India's Trump Card: Why inviting the US President to Republic Day is a good idea

Avatans Kumar
Avatans KumarAug 10, 2018 | 19:22

India's Trump Card: Why inviting the US President to Republic Day is a good idea

When the news broke out that PM Narendra Modi’s government had invited US President Donald Trump to be chief guest at India’s Republic Day parade in Delhi in 2019, reactions were on expected lines. Sceptics and optimists alike debated the merit of such an invitation. The timing of this invite, in light of the ensuing Lok Sabha elections, has also been questioned. As things stand now, according to the White House Press Secretary Sara Sanders, “the invitation has been extended”, but no final decision has been made on part of the US administration. The matter will come up and will be discussed during Secretary of Defence James Mattis and Secretary of State Mike Pompeo’s visit to India in the next few weeks, said Sanders.


Despite some initial enthusiasm in the US-India relationship, it saw a lull in recent months. When Donald Trump was elected US president in 2016, many India watchers had high expectations. Trump’s victory was seen as an extension of the sort of anti-establishment movement that brought Narendra Modi to power.

Trump won, beating the now famous 90-something per cent odds of Hilary Clinton winning that election. This election was propelled by the disenchantment of the working class towards its conventional political leadership. The political correctness of the elites and intellectuals, the “socialist” policies of President Obama, and resentment against job-loss due to globalisation had stirred the pot deeply in small town and countryside America. Similarly, in Poland, the right-wing Law and Justice Party swept the polls, beating all odds. The UK sent shockwaves throughout the world after it voted for Brexit.
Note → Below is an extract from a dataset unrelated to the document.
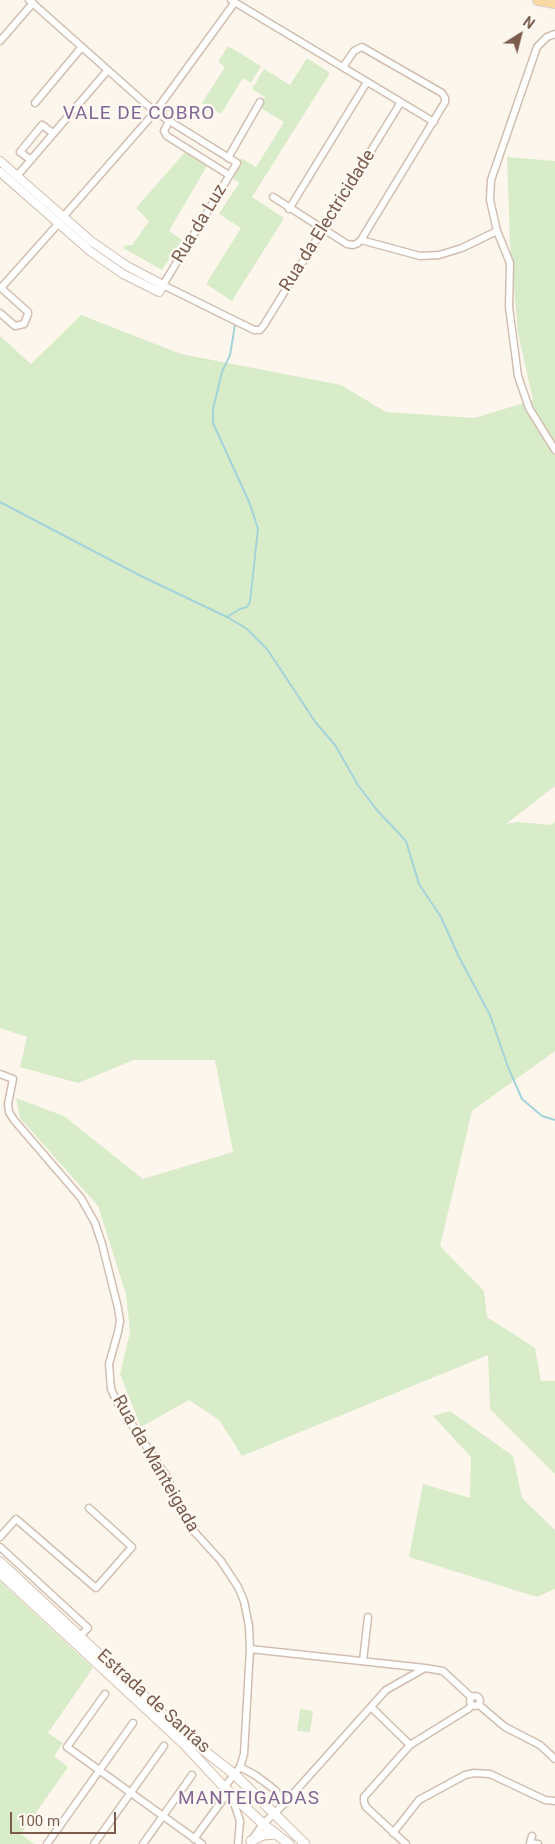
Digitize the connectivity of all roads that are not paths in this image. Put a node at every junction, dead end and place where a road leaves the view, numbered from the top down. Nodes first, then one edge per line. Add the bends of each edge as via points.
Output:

'Some covfefe, please!' Trump's potential visit will have everyone hooked. (Art: Pathikrit Sanyal)

India watchers saw Trump’s ascendency to the White House in a very positive way, both for Indians in the US and as well as in India. After all, Trump had famously said that he loved the “Hindus”. It is to be noted that Indian Americans in general overwhelmingly vote for Democratic Party candidates. It was for the first time that a relatively significant chunk of Indian origin voters, especially Hindus, not only enthusiastically supported candidate Trump but also voted for him.  


However, Trump’s protectionist “America first” policy has taken its toll on the India-US relationship.

The Trump administration has accused the Indian government of increasing tariffs on select US goods. At the same time, the US has also imposed tariffs on Indian steel and aluminium. India’s vote on Jerusalem and its refusal to shut down the North Korean embassy in Delhi were other low points in Delhi-Washington DC ties.  

The much-anticipated on-again, off-again “2+2” talks have been scheduled again, which is expected to put the derailed relationship back on track. India’s Foreign Secretary Vijay Gokhale arrived in the US on Wednesday ahead of these talks. On another positive note, India has been granted the much-coveted Strategic Trade Authorization (STA-1) status that allows for sale of more sensitive technologies to India than was possible earlier.

Amidst this rollercoaster ride, inviting a sitting US President to the Republic Day parade may not be a bad idea.

India’s relationship with the US has been growing since the days of the George Bush presidency. Despite some bumps and bruises along the way, the India-US relationship has matured over time. Recognising its growing economic girth, India speaks to the US (and the rest of the world) as a more self-confident nation than it previously has. Domestically in the US, Indian-Americans have increased their political clout significantly.  


Indians are one of the most educated as well as the most affluent ethnic groups in the US. After dominating the professional landscape, Indians have started participating actively in US politics in a big way. Currently, Indian-Americans occupy important political positions, at local, national and international levels. As a result, Indians in general enjoy greater political clout than ever before. This helps make top US political leadership more invested in developing and nurturing its relationship with India.

Photo: Reuters

The Trump presidency, on its part, has signalled some significant steps in cementing an already improving India-US relationship. Trump, both as the candidate as well as the president, has berated Pakistan for taking US money and not delivering on its promises to do more to curtail terrorism. The new “Indo-Pacific”, as opposed to the “Asia-Pacific” narrative, also signals a shift in the way the Trump administration looks at India.

Notwithstanding all these improvements, dealing with Trump, both as a person and as a president, can be a bit challenging. His non-conventional style of functioning can prove to be a nightmare for both politicians and bureaucrats alike. Trump not only loves battle but also loves to take the battle to his opponents’ court. Trump is also very unpredictable.

Inviting Trump to the Republic Day parade should not be seen in connection with India's upcoming Lok Sabha elections. It is unlikely to have any bearing on the 2019 general elections. International relations, except with Pakistan, rarely become an election issue in India. 

This is purely an act of realpolitik.